To our knowledge, this is the first description of clinical efficacy of afatinib or combined EGFR-TKIs with pyrotinib on NSCLC harboring EGFR mutation and HER2 amplification simultaneously. We presented three patients treated with afatinib and two with EGFR-TKIs plus pyrotinib. Patient 3 benefited from afatinib in 6 months with a tolerable treatment-related adverse effect. Unfortunately, brain metastasis developed later on and subsequently led to brain failure and follow-up losing, which may be due to the poor ability in penetrating the blood–brain barrier of afatinib. Patient 5 had significant tumor shrinkage with combined treatment of gefitinib and pyrotinib, and achieved a PFS of 8 months. Further studies may try to investigate if genomic determinants of response may differ when monoclonal antibodies were added to EGFR-TKIs. Patients 1 and 2 quickly developed disease progression. Patient 4 achieved the best objective of SD response to osimertinib and pyrotinib for 4 months and he is under continuing treatment without significant symptoms. These cases foreshadow the future of durable and effective clinical management for the subset of patients with concomitant EGFR mutation and HER2 amplification. Combined treatment of EGFR-TKI and pyrotinib acquiring longer survival times may result from inhibiting EGFR and HER2 signaling pathways simultaneously. Furthermore, current clinical studies presented better efficacy of pyrotinib versus afatinib, the curative effect of afatinib remains controversial in lung cancer.20,26 Moreover, patients with HER2 alterations may benefit more from standard conventional chemotherapy to targeted therapy, as shown in our listed patients.

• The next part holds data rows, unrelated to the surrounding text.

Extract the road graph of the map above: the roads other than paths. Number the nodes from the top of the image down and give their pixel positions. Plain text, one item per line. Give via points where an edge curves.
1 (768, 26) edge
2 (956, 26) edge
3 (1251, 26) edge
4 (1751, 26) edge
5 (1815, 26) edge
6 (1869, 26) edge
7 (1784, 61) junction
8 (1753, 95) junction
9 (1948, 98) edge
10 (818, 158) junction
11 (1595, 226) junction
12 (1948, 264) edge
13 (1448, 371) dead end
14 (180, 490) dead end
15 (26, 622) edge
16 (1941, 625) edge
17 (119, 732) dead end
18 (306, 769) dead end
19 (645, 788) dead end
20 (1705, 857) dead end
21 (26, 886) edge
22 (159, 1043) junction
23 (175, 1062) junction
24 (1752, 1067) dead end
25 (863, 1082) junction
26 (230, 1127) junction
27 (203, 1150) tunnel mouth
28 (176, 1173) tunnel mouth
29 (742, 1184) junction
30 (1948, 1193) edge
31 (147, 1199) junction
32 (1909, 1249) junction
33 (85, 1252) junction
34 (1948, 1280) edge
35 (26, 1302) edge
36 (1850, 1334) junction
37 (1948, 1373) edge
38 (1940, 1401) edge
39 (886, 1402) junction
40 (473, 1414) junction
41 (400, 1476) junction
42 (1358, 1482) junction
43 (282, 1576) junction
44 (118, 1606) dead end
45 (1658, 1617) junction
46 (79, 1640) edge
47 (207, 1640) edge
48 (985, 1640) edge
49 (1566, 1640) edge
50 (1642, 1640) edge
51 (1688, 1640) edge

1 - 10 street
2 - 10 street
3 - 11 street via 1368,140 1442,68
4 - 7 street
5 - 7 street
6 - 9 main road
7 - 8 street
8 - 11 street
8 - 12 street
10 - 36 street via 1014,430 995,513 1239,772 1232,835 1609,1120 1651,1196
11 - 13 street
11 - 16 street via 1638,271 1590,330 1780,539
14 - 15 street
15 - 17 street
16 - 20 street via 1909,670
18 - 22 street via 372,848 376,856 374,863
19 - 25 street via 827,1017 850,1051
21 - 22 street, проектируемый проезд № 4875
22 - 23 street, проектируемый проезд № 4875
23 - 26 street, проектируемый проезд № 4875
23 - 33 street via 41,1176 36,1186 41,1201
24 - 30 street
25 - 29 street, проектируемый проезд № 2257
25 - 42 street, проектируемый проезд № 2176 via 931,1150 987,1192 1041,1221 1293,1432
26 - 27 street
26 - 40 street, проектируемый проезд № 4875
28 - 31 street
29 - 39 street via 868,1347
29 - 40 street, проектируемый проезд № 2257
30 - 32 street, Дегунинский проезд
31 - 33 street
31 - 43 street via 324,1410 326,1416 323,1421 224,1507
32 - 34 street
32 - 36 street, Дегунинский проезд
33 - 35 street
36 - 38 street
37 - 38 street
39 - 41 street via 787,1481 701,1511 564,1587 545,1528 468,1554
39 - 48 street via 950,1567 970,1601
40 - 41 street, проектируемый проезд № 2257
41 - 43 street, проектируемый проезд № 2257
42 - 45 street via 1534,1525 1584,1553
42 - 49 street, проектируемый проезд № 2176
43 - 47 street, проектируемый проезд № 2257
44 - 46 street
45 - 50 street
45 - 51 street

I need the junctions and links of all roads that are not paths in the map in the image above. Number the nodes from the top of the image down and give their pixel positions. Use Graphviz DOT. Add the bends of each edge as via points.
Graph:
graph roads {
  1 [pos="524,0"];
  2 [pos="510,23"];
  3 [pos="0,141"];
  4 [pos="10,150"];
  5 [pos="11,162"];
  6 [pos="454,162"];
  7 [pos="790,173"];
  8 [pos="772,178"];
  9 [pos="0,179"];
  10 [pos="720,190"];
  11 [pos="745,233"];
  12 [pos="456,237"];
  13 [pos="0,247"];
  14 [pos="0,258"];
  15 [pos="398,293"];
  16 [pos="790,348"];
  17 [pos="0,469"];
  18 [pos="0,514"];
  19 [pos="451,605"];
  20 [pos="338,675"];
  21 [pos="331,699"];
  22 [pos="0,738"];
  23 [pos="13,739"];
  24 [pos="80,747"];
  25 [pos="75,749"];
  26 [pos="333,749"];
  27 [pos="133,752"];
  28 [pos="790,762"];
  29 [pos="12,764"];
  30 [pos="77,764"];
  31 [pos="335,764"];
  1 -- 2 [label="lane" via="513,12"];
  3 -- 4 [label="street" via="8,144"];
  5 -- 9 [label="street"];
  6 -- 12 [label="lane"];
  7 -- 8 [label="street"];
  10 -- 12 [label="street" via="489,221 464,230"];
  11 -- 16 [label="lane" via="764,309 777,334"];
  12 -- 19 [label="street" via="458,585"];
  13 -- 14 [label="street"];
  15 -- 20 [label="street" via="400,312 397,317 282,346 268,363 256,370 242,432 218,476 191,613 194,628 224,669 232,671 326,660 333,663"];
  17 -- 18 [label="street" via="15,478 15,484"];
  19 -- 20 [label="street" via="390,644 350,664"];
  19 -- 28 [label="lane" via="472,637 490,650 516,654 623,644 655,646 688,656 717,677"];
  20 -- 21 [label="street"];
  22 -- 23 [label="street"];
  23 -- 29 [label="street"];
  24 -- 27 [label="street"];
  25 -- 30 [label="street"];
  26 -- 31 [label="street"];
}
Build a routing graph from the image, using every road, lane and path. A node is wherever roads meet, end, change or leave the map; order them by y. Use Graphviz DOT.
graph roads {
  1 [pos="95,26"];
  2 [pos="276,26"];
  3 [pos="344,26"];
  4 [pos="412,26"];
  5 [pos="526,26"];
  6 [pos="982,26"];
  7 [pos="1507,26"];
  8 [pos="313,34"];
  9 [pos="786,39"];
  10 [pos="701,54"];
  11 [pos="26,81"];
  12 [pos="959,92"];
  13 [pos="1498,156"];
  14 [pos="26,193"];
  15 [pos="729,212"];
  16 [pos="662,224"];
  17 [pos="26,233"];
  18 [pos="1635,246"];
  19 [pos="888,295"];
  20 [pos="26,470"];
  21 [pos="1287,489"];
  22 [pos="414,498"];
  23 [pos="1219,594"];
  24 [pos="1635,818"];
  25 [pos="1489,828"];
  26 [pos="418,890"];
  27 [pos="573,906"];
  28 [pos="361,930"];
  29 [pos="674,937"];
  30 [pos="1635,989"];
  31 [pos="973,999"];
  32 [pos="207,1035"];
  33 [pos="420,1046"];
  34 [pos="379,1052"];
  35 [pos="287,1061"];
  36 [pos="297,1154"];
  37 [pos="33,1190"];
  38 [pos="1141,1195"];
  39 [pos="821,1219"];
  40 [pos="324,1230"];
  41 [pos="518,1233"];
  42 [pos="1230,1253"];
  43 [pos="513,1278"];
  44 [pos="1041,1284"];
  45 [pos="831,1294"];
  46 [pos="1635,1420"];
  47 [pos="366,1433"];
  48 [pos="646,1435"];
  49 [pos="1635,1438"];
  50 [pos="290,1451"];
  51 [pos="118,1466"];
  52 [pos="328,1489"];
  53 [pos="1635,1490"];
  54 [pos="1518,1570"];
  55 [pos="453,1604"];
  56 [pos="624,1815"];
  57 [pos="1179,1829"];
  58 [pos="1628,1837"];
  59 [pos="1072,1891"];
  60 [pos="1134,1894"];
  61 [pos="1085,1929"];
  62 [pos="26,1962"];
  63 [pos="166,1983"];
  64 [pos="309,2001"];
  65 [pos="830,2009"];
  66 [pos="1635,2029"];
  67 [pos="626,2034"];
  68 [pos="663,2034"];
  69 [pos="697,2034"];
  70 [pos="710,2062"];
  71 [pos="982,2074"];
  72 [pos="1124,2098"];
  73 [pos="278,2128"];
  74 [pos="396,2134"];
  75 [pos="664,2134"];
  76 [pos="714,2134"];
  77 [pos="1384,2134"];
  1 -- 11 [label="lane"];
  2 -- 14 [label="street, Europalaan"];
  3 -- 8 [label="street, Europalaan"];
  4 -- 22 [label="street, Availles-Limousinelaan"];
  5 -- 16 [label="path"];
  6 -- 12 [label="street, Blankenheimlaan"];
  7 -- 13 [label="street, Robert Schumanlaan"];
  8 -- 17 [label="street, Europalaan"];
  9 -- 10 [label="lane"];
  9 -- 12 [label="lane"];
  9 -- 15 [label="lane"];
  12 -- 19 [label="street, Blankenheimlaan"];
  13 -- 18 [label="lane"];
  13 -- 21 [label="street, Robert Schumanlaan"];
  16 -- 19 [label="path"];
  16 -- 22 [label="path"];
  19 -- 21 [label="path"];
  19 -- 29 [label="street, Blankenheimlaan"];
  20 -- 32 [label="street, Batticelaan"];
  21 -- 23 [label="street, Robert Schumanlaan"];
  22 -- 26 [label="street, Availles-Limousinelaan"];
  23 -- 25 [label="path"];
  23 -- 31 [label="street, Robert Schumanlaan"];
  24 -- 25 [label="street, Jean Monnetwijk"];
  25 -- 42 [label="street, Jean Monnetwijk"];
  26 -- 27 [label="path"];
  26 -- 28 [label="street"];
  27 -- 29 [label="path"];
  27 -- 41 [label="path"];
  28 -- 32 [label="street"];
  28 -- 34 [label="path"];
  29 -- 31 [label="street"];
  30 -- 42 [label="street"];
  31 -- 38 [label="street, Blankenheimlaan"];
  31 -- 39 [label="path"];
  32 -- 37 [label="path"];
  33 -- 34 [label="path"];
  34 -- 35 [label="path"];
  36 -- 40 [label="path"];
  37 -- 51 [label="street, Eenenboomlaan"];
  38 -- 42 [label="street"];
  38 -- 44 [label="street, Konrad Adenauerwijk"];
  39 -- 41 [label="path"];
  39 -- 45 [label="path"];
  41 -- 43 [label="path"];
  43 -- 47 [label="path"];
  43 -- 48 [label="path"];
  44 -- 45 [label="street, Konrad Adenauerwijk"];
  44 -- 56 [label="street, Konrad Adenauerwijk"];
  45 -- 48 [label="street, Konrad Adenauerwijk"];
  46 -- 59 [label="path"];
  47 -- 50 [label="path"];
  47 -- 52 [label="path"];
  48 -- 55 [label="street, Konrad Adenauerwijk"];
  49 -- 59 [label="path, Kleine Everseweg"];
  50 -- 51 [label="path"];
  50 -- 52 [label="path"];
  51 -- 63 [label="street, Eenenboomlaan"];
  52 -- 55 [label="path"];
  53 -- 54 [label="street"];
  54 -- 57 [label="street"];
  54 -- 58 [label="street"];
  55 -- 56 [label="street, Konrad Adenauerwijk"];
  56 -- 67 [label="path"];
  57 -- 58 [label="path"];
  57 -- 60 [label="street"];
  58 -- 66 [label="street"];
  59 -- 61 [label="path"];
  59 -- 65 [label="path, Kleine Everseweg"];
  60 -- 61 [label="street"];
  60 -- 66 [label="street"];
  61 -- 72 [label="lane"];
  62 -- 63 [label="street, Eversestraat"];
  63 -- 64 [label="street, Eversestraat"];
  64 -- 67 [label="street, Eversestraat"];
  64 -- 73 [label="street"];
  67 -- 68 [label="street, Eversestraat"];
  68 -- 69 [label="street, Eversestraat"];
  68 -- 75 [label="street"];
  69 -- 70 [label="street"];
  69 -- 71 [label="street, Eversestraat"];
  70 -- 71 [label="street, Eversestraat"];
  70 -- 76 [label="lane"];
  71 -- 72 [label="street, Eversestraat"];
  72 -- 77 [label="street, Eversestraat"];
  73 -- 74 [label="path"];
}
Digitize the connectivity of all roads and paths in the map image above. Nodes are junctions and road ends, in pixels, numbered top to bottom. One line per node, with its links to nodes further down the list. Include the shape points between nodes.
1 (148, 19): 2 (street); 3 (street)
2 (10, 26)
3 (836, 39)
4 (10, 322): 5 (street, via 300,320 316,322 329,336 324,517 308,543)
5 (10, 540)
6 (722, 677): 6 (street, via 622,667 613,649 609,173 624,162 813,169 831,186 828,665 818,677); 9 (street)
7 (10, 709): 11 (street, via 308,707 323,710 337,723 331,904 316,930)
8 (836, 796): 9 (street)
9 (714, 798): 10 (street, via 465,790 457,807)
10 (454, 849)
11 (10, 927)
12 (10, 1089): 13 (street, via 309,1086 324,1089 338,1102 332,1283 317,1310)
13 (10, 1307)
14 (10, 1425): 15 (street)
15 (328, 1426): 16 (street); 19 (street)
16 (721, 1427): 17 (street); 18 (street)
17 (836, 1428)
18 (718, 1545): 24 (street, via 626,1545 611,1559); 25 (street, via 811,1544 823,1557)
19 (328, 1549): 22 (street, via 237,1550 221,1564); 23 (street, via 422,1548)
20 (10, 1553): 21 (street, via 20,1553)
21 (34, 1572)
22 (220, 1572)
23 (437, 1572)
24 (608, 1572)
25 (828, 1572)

Our study does have several limitations. Firstly, it was a retrospective study with limited patients (n=5), while this study presented real world cases in Chinese population. The occurrence of concomitant EGFR mutations and HER2 amplification is rare, and future perspective trials focusing on combined targeted therapy are warranted to provide solid evidence and help in achieving more effective outcomes. Secondly, sample type and panel of the gene-test of the 14 patients we presented varied, which may induce the genetic measuring incomplete and could not show the accurate dynamic changes of the gene alterations. Thirdly, some of the patients were lost to follow-up and the efficacy of the therapeutic regimen could not be better presented and measured.

In this study, we portray the rough genetic landscape of EGFR-TKI resistance. The application of afatinib on NSCLC patients harboring EGFR mutation and HER2 amplification simultaneously needs further clinical evidence. Combination therapies containing EGFR-TKIs and pyrotinib shed some light on potential treatment options for this subset of patients in the future. In conclusion, we roughly explored the treatment strategy of concomitant EGFR mutation and HER2 amplification after EGFR-TKI treatment.

Statement of Consent

This study was conducted in accordance with the Declaration of Helsinki (as revised in 2013) and approved by Sun Yat-sen University Cancer Center IRB (B2018-092-01). We have received the consent to publish the patients’ details in this study.


This work was financially supported by the Chinese National Natural Science Foundation Project (81972556, 81772476, and 81872499).


The authors report no conflicts of interest in this work.